This application relates generally to techniques that involve the use of particle separators in ink jet printers. The application also relates to components, devices, systems, and methods pertaining to such techniques.

BACKGROUND

Ink jet printers operate by ejecting small droplets of liquid ink onto print media according to a predetermined pattern. In some implementations, the ink is ejected directly on a final print media, such as paper. In some implementations, the ink is ejected on an intermediate print media, e.g. a print drum, and is then transferred from the intermediate print media to the final print media. Some ink jet printers use cartridges of liquid ink to supply the ink jets. Solid ink printers have the capability of using a phase change ink which is solid at room temperature and is melted before being jetted onto the print media surface. Inks that are solid at room temperature advantageously allow the ink to be transported and loaded into the ink jet printer in solid form, without the packaging or cartridges typically used for liquid inks. In some implementations, the solid ink is melted in a page-width print head which jets the molten ink in a page-width pattern onto an intermediate drum. The pattern on the intermediate drum is transferred onto paper through a pressure nip.

In the liquid state, ink may contain particles that can obstruct the passages of the ink jet pathways. Particles in the ink may be introduced into the ink when they flake off of materials used to form the ink flow path, or may result from contamination that is not removed from waste ink recycled back into the print head.

SUMMARY

Embodiments discussed in the disclosure are directed to approaches for removing particles from ink in an ink jet printer.

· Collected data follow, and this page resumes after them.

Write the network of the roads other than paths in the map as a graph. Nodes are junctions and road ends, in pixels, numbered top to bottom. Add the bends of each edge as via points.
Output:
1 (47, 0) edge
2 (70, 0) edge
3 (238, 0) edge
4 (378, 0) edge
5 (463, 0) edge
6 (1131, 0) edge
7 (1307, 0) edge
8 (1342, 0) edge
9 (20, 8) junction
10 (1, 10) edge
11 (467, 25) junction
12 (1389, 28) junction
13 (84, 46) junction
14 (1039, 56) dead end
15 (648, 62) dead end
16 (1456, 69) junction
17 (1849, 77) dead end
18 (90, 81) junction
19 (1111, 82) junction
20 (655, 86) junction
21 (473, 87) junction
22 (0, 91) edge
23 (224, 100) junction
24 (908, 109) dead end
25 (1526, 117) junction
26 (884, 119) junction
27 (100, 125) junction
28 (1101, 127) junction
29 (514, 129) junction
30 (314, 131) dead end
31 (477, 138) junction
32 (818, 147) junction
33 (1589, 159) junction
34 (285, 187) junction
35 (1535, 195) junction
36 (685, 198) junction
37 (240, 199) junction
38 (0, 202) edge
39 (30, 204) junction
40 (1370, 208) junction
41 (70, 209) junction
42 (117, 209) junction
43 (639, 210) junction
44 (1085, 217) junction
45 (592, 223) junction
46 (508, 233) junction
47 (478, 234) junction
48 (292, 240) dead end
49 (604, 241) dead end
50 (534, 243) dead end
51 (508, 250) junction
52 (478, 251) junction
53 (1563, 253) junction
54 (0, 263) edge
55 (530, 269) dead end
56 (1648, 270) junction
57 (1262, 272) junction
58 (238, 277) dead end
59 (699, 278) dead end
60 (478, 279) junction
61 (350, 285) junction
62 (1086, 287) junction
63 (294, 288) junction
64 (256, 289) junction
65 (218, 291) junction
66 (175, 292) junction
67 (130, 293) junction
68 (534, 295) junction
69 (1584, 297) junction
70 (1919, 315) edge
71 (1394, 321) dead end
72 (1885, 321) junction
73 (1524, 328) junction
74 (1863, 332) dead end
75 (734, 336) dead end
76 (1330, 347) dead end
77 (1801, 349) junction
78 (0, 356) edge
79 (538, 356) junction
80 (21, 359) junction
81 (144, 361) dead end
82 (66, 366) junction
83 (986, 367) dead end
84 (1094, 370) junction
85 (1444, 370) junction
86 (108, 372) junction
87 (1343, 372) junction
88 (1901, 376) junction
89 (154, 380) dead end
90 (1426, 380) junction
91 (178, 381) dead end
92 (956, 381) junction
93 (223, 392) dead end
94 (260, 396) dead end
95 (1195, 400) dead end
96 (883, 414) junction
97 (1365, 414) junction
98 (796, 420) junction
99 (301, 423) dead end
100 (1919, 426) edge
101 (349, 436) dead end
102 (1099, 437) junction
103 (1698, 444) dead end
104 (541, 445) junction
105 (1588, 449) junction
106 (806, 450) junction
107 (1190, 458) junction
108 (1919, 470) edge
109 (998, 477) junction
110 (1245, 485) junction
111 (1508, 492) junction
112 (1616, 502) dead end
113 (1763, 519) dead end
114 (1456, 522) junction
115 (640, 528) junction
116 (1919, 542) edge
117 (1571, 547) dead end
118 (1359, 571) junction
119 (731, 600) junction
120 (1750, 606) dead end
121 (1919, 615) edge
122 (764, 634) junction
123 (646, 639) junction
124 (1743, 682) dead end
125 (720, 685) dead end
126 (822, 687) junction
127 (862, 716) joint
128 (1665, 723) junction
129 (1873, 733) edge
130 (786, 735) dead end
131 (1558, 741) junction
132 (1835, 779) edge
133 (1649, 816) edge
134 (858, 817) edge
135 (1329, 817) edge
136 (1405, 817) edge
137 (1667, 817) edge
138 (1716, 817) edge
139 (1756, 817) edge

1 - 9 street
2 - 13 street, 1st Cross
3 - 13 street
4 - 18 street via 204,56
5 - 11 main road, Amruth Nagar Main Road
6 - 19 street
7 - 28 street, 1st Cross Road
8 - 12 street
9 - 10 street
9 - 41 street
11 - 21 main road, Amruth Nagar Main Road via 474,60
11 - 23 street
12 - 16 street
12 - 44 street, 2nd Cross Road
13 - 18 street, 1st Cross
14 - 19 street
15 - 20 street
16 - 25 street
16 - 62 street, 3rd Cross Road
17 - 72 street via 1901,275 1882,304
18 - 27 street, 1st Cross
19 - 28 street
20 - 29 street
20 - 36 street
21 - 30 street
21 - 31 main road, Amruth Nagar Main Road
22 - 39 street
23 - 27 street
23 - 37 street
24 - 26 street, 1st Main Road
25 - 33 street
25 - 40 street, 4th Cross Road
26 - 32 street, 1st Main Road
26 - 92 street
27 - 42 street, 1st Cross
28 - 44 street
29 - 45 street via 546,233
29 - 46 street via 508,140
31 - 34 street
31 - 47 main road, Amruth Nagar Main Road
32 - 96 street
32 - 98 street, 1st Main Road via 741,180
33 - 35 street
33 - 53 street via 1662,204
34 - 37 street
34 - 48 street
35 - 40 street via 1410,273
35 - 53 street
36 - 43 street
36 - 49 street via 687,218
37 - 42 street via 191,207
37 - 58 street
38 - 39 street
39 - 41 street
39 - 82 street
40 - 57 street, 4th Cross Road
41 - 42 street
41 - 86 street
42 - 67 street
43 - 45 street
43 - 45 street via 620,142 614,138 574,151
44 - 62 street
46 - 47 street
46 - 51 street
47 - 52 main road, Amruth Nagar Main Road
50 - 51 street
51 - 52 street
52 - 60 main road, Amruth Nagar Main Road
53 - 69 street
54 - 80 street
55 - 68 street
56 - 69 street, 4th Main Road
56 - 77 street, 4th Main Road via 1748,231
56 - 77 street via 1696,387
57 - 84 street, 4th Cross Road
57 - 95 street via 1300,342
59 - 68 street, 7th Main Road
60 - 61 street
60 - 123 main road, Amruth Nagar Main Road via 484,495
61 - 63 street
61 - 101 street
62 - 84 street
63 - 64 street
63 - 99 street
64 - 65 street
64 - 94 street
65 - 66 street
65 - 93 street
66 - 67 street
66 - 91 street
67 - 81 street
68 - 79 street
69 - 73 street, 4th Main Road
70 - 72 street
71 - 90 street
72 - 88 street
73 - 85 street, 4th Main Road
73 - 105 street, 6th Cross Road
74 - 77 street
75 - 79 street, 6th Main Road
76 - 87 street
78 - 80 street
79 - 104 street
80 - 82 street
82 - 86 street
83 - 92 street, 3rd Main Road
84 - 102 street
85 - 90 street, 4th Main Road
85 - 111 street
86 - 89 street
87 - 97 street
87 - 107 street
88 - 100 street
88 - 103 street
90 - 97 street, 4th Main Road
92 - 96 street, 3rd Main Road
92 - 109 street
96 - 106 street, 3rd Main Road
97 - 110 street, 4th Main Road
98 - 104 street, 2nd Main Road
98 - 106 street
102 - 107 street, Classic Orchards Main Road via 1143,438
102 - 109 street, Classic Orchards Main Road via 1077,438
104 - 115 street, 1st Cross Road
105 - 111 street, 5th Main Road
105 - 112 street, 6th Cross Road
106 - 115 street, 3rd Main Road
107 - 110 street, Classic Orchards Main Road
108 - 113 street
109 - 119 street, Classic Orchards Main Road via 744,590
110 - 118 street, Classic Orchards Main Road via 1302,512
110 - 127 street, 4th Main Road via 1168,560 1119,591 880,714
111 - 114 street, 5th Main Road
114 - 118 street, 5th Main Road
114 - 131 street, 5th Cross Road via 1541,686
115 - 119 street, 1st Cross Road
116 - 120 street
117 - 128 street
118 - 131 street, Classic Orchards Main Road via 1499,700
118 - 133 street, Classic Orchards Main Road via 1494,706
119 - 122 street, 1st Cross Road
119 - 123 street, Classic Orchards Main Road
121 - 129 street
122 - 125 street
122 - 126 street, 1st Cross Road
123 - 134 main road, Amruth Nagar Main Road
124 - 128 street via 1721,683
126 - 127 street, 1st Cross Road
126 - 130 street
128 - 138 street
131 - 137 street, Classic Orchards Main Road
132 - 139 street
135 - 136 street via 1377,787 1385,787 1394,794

Some embodiments are directed to a device for removing particles from ink in an ink flow channel of an ink jet printer. The device includes a hyperbolic contraction of the ink flow channel. A guiding region disposed in the ink flow channel downstream from the hyperbolic contraction includes one or more obstacles that extend across a width of ink flow channel. The obstacles are arranged to direct particles away from a first streamline region of the ink flow channel that is arranged to carry particle-free ink and towards a second streamline region of the ink flow channel that is arranged to carry particle-rich ink, the particle-rich ink including more particles than the particle-free ink. A splitting region is arranged downstream from the guiding region. The splitting region is configured to split the ink flow channel into first and second channel branches, the first channel branch arranged to carry the particle-rich ink flowing in first streamline region and the second channel branch arranged to carry the particle-rich ink flowing in the second streamline.

According to some aspects, the hyperbolic contraction of the ink flow channel comprises two opposing hyperbolic shaped walls. With reference to a Cartesian coordinate system having orthogonal x, y, z axes, the hyperbolic contraction comprises:

an input having a width, wc-i, of about 400 μm along the y axis;

an output having a width, wc-o, of about 40 μm to about 140 μm along the y axis;

a length, Lc, between the input and the output along the x direction of about 30 μm to about 130 μm; and

a height, Hc, of about 100 μm to about 250 μm along the z axis.

The hyperbolic contraction may be dimensioned so that total Hencky strain, εH=ln(wc-i/wc-o), of the hyperbolic contraction is between about 1 and about 2.

In some implementations wc-o is less than or equal to a length of the particles. The length of the particles may be about 40 μm, for example.

According to some implementations, the one or more obstacles may be at least two obstacles. With reference to a Cartesian coordinate system having orthogonal x, y, z axes, an ink flow direction in the ink flow channel is along the x axis, the width of the ink flow channel is along the y axis, a height of the ink flow channel is along the z axis:

a center-to-center distance between two obstacles along the x axis is about 50 μm; and/or

a center-to-center distance between two obstacles along the height of the ink flow channel is about 50 μm; and/or

the obstacles have cross sectional dimensions in the x-z plane of about 25 μm×25 μm.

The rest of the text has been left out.